--- Records to process Enclosed Below ---

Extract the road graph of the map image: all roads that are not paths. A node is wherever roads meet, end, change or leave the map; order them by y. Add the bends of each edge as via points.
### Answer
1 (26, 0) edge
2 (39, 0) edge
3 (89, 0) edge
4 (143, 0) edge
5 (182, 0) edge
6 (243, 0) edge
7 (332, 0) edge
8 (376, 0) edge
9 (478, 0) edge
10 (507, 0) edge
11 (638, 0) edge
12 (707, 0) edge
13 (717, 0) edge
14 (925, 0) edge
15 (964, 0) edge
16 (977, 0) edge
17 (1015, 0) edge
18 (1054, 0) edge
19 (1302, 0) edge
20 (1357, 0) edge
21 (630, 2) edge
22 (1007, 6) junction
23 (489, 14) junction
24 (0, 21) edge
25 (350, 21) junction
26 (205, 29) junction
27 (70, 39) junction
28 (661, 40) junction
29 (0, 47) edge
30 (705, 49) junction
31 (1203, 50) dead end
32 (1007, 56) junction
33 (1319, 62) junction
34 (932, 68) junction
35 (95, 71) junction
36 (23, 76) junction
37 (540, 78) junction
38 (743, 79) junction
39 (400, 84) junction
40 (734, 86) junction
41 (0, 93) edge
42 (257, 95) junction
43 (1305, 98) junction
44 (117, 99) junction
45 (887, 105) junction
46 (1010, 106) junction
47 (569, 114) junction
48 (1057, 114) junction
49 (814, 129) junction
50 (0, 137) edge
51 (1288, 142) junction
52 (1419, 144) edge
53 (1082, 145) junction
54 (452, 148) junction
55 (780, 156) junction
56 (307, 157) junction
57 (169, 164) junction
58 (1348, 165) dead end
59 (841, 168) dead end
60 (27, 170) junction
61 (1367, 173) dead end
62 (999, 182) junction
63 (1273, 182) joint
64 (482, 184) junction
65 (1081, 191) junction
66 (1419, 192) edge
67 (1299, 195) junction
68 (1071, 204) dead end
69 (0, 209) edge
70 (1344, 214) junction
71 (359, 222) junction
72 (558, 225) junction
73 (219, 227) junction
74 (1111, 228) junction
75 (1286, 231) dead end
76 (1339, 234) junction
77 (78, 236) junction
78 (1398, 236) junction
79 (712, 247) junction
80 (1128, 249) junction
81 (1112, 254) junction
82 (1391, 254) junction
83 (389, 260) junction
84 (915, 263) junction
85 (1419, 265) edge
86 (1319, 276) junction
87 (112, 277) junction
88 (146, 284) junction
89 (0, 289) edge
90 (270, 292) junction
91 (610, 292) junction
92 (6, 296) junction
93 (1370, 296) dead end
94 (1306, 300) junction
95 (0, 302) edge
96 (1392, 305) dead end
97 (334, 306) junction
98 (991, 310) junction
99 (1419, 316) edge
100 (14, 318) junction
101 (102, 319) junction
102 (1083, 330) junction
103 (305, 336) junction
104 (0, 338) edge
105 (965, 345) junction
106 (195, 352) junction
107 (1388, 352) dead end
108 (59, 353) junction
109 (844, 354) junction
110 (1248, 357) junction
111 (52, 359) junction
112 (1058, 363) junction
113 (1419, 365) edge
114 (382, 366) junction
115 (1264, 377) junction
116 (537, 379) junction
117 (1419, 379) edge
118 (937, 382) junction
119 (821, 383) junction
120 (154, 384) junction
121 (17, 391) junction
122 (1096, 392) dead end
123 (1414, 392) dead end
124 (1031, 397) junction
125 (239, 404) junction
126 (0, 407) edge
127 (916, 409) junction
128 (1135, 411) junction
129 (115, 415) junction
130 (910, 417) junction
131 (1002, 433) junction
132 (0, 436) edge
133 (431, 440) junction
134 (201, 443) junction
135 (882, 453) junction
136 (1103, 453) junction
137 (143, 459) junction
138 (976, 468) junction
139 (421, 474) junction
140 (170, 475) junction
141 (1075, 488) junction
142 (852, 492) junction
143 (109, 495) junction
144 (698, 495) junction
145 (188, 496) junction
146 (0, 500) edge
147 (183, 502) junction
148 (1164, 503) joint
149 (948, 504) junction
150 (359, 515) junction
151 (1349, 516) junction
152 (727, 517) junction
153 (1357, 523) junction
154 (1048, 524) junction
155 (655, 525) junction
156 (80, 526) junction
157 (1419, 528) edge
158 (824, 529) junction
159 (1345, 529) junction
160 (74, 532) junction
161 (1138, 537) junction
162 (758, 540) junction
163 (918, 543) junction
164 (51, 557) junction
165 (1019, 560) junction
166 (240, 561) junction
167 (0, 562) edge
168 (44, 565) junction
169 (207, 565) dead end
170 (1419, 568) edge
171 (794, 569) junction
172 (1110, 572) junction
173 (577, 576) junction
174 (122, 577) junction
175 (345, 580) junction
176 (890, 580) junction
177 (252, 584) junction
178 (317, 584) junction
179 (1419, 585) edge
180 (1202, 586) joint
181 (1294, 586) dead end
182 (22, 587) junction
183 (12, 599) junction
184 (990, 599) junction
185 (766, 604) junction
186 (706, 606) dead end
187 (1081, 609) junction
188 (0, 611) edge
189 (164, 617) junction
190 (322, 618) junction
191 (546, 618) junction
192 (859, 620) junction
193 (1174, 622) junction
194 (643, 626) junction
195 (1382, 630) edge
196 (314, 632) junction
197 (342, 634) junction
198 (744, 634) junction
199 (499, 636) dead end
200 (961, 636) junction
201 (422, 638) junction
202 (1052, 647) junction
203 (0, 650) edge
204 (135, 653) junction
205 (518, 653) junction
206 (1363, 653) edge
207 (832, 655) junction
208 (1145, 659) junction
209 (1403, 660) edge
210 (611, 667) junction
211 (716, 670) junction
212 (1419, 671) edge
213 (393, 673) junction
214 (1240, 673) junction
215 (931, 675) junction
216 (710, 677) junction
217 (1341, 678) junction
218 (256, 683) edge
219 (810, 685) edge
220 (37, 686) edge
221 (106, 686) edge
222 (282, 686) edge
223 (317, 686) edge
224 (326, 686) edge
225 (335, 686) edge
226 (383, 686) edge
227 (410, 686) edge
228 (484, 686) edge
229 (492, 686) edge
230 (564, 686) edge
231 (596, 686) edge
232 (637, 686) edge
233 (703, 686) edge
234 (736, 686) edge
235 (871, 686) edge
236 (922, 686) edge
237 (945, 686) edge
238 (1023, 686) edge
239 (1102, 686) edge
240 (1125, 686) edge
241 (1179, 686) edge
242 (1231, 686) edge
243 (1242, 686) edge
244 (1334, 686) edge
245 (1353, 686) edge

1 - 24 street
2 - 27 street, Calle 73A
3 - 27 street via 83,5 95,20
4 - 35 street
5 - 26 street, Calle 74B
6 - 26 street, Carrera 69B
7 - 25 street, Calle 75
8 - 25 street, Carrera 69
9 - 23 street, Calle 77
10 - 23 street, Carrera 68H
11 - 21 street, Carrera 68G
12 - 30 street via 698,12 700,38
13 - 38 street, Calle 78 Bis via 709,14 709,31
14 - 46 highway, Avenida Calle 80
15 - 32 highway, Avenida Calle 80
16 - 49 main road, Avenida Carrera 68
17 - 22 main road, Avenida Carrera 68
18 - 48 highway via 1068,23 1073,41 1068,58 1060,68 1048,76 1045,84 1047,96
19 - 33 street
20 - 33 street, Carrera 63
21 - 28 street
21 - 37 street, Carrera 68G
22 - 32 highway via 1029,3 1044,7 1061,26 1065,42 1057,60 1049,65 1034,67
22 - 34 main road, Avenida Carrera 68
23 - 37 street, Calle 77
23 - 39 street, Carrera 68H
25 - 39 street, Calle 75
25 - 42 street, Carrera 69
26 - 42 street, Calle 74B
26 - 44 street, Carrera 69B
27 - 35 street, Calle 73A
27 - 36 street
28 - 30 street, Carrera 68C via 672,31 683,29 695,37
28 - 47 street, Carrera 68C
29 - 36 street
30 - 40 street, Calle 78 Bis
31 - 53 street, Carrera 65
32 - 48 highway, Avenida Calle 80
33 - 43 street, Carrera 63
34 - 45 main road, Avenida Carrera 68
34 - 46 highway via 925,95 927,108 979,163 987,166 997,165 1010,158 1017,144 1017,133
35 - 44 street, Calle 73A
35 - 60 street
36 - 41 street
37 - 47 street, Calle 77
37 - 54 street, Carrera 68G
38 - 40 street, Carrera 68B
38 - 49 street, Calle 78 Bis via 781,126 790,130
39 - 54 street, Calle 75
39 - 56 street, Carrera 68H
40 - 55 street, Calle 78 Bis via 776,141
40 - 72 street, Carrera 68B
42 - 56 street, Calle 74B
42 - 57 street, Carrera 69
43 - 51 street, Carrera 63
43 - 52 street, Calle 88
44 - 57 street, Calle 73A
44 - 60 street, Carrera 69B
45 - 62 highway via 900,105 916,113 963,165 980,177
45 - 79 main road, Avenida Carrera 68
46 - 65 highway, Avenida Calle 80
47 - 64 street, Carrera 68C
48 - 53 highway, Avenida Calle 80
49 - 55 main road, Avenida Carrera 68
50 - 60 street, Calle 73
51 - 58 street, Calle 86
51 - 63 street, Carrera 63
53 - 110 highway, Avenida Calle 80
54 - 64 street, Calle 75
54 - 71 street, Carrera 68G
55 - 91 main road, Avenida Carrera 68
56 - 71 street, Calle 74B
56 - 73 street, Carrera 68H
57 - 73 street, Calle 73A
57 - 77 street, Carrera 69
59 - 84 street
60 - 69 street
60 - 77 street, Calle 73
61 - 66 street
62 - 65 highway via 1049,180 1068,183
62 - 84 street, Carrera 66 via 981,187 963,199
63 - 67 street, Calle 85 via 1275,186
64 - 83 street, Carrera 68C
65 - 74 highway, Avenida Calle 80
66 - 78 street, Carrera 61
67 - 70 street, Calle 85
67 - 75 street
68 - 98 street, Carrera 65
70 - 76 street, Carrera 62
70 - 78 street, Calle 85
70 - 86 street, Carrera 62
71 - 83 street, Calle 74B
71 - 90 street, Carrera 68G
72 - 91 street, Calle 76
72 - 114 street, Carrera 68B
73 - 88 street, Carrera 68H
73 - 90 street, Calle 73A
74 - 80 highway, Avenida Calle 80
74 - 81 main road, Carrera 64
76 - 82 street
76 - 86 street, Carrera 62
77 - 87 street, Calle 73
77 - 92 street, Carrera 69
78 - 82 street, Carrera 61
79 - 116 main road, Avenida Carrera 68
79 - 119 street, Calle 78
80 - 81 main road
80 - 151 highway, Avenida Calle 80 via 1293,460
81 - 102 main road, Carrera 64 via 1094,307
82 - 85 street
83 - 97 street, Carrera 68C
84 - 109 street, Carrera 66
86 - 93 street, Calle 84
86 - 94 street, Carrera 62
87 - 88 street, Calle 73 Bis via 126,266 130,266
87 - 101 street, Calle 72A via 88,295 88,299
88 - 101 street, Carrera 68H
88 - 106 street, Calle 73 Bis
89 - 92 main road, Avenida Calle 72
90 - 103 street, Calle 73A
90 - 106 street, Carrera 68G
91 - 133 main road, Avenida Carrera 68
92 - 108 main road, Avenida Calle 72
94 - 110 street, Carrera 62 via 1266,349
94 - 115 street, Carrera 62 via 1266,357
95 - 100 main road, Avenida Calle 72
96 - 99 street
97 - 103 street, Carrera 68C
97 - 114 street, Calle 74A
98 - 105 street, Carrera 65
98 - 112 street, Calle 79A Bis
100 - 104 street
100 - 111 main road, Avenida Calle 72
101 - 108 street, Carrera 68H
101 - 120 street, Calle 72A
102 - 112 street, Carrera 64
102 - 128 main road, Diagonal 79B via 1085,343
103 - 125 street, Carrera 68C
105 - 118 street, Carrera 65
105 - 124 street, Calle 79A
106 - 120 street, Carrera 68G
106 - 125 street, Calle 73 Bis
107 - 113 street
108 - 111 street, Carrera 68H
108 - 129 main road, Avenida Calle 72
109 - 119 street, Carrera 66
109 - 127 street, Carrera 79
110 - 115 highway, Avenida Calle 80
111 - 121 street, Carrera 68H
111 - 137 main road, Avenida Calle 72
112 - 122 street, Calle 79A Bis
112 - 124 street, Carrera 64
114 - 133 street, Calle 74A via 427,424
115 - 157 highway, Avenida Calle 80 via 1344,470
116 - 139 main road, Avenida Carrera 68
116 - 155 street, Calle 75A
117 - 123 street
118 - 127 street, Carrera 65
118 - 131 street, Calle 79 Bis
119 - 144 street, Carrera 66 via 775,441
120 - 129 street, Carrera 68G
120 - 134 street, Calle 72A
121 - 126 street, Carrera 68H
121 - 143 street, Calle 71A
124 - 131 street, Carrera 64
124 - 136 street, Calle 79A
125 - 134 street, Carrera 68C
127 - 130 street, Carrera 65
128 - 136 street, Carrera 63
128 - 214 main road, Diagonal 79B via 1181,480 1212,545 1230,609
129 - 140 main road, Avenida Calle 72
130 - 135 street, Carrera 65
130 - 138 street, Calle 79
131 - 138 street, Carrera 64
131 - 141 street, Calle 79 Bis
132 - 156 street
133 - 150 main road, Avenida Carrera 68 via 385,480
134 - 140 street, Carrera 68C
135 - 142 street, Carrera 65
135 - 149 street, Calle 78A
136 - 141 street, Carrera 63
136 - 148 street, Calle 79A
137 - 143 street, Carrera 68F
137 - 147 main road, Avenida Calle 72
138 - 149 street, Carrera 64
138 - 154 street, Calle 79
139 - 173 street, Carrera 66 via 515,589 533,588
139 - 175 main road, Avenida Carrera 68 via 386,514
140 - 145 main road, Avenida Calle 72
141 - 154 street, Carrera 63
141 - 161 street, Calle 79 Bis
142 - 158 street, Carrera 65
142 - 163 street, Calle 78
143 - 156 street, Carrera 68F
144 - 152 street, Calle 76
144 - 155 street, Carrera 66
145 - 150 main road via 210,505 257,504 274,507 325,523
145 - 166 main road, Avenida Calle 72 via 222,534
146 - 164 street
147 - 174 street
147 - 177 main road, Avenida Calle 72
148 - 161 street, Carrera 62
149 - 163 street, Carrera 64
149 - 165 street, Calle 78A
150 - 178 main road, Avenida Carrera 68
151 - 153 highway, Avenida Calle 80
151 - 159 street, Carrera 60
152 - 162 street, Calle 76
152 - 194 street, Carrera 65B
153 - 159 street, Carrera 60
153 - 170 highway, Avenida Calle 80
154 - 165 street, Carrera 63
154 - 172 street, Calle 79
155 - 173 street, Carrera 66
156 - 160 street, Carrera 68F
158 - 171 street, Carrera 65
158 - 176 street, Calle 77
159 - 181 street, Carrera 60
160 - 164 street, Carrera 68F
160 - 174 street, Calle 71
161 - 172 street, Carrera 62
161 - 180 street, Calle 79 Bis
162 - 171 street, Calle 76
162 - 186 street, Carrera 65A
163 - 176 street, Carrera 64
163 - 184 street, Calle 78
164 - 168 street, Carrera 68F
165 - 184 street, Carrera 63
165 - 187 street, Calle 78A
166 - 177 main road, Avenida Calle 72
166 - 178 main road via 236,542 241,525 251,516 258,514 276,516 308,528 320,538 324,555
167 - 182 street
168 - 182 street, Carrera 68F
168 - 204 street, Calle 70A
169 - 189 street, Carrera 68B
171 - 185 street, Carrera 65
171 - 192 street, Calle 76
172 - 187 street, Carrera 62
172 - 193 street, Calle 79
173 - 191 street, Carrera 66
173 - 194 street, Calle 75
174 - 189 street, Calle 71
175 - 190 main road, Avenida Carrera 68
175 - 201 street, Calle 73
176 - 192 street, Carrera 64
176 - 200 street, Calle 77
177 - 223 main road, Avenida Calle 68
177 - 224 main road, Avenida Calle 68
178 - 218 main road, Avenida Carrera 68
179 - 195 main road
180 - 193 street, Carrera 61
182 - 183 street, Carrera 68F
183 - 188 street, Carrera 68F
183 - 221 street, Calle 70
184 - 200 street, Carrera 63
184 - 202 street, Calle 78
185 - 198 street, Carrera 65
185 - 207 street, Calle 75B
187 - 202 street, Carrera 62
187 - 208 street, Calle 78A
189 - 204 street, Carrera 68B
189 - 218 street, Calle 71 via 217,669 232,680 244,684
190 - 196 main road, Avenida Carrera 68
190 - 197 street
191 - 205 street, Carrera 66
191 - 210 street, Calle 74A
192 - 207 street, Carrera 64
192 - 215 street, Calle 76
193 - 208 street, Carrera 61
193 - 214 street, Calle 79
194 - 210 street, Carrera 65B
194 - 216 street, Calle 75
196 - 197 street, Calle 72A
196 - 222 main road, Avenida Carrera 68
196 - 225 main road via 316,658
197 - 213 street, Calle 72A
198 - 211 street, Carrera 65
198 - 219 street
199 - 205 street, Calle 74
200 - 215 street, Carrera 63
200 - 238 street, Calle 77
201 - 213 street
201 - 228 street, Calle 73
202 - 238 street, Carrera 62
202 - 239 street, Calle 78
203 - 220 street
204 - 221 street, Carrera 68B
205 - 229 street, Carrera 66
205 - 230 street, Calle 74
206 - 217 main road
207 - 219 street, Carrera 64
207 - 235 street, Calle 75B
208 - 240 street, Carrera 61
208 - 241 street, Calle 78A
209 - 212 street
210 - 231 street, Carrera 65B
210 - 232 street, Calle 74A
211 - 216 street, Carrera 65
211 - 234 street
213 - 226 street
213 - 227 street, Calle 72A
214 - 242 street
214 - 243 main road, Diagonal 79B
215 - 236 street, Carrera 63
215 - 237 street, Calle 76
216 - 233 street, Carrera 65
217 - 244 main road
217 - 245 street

--- End of Enclosed Records to process ---

> To do
Among the entries above, how many lines include the word "Diagonal"? Reply with the number only.

> Exercise solution
3